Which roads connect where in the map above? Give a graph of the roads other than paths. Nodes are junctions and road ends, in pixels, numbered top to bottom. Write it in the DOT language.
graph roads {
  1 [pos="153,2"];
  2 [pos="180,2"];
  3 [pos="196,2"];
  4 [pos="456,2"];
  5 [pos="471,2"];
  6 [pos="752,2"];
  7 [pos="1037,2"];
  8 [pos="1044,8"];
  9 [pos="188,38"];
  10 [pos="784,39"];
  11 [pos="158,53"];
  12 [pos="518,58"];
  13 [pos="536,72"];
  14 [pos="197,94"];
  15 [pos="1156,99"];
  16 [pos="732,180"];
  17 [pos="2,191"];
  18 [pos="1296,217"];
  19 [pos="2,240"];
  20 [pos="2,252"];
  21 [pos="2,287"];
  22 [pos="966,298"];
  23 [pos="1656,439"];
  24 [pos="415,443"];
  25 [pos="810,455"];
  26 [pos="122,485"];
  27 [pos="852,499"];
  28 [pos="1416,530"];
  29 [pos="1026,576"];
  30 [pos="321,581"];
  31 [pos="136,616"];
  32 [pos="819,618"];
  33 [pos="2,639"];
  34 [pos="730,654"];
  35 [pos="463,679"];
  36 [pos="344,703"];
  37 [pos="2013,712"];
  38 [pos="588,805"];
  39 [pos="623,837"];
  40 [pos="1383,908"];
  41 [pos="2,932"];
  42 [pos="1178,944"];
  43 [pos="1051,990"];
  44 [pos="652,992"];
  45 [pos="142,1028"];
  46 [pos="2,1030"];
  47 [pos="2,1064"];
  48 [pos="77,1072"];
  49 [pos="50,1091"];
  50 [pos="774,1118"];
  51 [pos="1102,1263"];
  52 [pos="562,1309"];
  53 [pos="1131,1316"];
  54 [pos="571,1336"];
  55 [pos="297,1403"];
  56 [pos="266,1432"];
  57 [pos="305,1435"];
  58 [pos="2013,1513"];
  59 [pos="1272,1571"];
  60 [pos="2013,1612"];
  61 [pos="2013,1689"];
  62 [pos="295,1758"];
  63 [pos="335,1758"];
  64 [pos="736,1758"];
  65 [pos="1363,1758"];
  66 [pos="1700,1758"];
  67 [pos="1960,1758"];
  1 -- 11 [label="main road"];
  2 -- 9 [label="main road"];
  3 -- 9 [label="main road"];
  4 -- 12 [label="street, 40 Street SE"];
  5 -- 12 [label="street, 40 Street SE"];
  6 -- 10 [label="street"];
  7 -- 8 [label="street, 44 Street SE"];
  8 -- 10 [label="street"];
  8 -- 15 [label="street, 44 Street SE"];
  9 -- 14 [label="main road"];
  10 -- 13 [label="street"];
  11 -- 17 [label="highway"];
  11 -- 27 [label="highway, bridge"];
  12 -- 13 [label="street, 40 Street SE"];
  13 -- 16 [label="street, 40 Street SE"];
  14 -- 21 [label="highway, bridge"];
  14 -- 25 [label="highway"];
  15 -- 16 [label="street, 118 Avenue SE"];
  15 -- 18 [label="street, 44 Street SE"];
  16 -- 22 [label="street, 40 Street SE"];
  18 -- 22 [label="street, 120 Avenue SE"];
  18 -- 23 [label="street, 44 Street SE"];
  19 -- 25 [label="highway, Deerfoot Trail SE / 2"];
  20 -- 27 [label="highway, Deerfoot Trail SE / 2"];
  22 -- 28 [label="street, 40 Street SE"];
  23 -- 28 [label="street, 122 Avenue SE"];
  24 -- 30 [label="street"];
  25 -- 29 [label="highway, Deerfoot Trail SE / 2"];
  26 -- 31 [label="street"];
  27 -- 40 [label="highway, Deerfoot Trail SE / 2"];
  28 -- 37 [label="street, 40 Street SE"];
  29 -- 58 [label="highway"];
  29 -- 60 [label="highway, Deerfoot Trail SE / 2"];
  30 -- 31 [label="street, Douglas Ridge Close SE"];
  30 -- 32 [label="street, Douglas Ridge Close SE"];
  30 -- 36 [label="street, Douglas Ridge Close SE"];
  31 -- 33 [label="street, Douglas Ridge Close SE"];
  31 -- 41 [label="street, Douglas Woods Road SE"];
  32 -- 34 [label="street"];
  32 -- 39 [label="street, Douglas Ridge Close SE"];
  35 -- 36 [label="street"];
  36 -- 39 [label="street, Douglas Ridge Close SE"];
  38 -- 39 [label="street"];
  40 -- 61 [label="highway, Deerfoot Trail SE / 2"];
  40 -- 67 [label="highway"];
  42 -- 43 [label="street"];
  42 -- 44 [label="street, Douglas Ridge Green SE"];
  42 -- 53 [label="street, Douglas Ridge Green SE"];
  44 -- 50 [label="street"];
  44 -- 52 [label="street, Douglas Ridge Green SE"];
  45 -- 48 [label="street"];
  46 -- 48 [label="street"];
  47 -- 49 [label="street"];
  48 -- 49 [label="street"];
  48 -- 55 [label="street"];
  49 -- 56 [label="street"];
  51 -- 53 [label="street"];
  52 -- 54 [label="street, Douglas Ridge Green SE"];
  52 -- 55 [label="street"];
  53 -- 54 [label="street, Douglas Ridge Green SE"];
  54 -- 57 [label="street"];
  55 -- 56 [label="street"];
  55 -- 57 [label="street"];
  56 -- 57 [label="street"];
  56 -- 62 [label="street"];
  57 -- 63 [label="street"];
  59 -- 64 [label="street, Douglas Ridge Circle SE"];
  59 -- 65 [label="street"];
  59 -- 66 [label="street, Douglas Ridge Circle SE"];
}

## Your task
Could you retype the whole listing above without altering a word?

## Answer below
Which roads connect where in the map above? Give a graph of the roads other than paths. Nodes are junctions and road ends, in pixels, numbered top to bottom. Write it in the DOT language.
graph roads {
  1 [pos="153,2"];
  2 [pos="180,2"];
  3 [pos="196,2"];
  4 [pos="456,2"];
  5 [pos="471,2"];
  6 [pos="752,2"];
  7 [pos="1037,2"];
  8 [pos="1044,8"];
  9 [pos="188,38"];
  10 [pos="784,39"];
  11 [pos="158,53"];
  12 [pos="518,58"];
  13 [pos="536,72"];
  14 [pos="197,94"];
  15 [pos="1156,99"];
  16 [pos="732,180"];
  17 [pos="2,191"];
  18 [pos="1296,217"];
  19 [pos="2,240"];
  20 [pos="2,252"];
  21 [pos="2,287"];
  22 [pos="966,298"];
  23 [pos="1656,439"];
  24 [pos="415,443"];
  25 [pos="810,455"];
  26 [pos="122,485"];
  27 [pos="852,499"];
  28 [pos="1416,530"];
  29 [pos="1026,576"];
  30 [pos="321,581"];
  31 [pos="136,616"];
  32 [pos="819,618"];
  33 [pos="2,639"];
  34 [pos="730,654"];
  35 [pos="463,679"];
  36 [pos="344,703"];
  37 [pos="2013,712"];
  38 [pos="588,805"];
  39 [pos="623,837"];
  40 [pos="1383,908"];
  41 [pos="2,932"];
  42 [pos="1178,944"];
  43 [pos="1051,990"];
  44 [pos="652,992"];
  45 [pos="142,1028"];
  46 [pos="2,1030"];
  47 [pos="2,1064"];
  48 [pos="77,1072"];
  49 [pos="50,1091"];
  50 [pos="774,1118"];
  51 [pos="1102,1263"];
  52 [pos="562,1309"];
  53 [pos="1131,1316"];
  54 [pos="571,1336"];
  55 [pos="297,1403"];
  56 [pos="266,1432"];
  57 [pos="305,1435"];
  58 [pos="2013,1513"];
  59 [pos="1272,1571"];
  60 [pos="2013,1612"];
  61 [pos="2013,1689"];
  62 [pos="295,1758"];
  63 [pos="335,1758"];
  64 [pos="736,1758"];
  65 [pos="1363,1758"];
  66 [pos="1700,1758"];
  67 [pos="1960,1758"];
  1 -- 11 [label="main road"];
  2 -- 9 [label="main road"];
  3 -- 9 [label="main road"];
  4 -- 12 [label="street, 40 Street SE"];
  5 -- 12 [label="street, 40 Street SE"];
  6 -- 10 [label="street"];
  7 -- 8 [label="street, 44 Street SE"];
  8 -- 10 [label="street"];
  8 -- 15 [label="street, 44 Street SE"];
  9 -- 14 [label="main road"];
  10 -- 13 [label="street"];
  11 -- 17 [label="highway"];
  11 -- 27 [label="highway, bridge"];
  12 -- 13 [label="street, 40 Street SE"];
  13 -- 16 [label="street, 40 Street SE"];
  14 -- 21 [label="highway, bridge"];
  14 -- 25 [label="highway"];
  15 -- 16 [label="street, 118 Avenue SE"];
  15 -- 18 [label="street, 44 Street SE"];
  16 -- 22 [label="street, 40 Street SE"];
  18 -- 22 [label="street, 120 Avenue SE"];
  18 -- 23 [label="street, 44 Street SE"];
  19 -- 25 [label="highway, Deerfoot Trail SE / 2"];
  20 -- 27 [label="highway, Deerfoot Trail SE / 2"];
  22 -- 28 [label="street, 40 Street SE"];
  23 -- 28 [label="street, 122 Avenue SE"];
  24 -- 30 [label="street"];
  25 -- 29 [label="highway, Deerfoot Trail SE / 2"];
  26 -- 31 [label="street"];
  27 -- 40 [label="highway, Deerfoot Trail SE / 2"];
  28 -- 37 [label="street, 40 Street SE"];
  29 -- 58 [label="highway"];
  29 -- 60 [label="highway, Deerfoot Trail SE / 2"];
  30 -- 31 [label="street, Douglas Ridge Close SE"];
  30 -- 32 [label="street, Douglas Ridge Close SE"];
  30 -- 36 [label="street, Douglas Ridge Close SE"];
  31 -- 33 [label="street, Douglas Ridge Close SE"];
  31 -- 41 [label="street, Douglas Woods Road SE"];
  32 -- 34 [label="street"];
  32 -- 39 [label="street, Douglas Ridge Close SE"];
  35 -- 36 [label="street"];
  36 -- 39 [label="street, Douglas Ridge Close SE"];
  38 -- 39 [label="street"];
  40 -- 61 [label="highway, Deerfoot Trail SE / 2"];
  40 -- 67 [label="highway"];
  42 -- 43 [label="street"];
  42 -- 44 [label="street, Douglas Ridge Green SE"];
  42 -- 53 [label="street, Douglas Ridge Green SE"];
  44 -- 50 [label="street"];
  44 -- 52 [label="street, Douglas Ridge Green SE"];
  45 -- 48 [label="street"];
  46 -- 48 [label="street"];
  47 -- 49 [label="street"];
  48 -- 49 [label="street"];
  48 -- 55 [label="street"];
  49 -- 56 [label="street"];
  51 -- 53 [label="street"];
  52 -- 54 [label="street, Douglas Ridge Green SE"];
  52 -- 55 [label="street"];
  53 -- 54 [label="street, Douglas Ridge Green SE"];
  54 -- 57 [label="street"];
  55 -- 56 [label="street"];
  55 -- 57 [label="street"];
  56 -- 57 [label="street"];
  56 -- 62 [label="street"];
  57 -- 63 [label="street"];
  59 -- 64 [label="street, Douglas Ridge Circle SE"];
  59 -- 65 [label="street"];
  59 -- 66 [label="street, Douglas Ridge Circle SE"];
}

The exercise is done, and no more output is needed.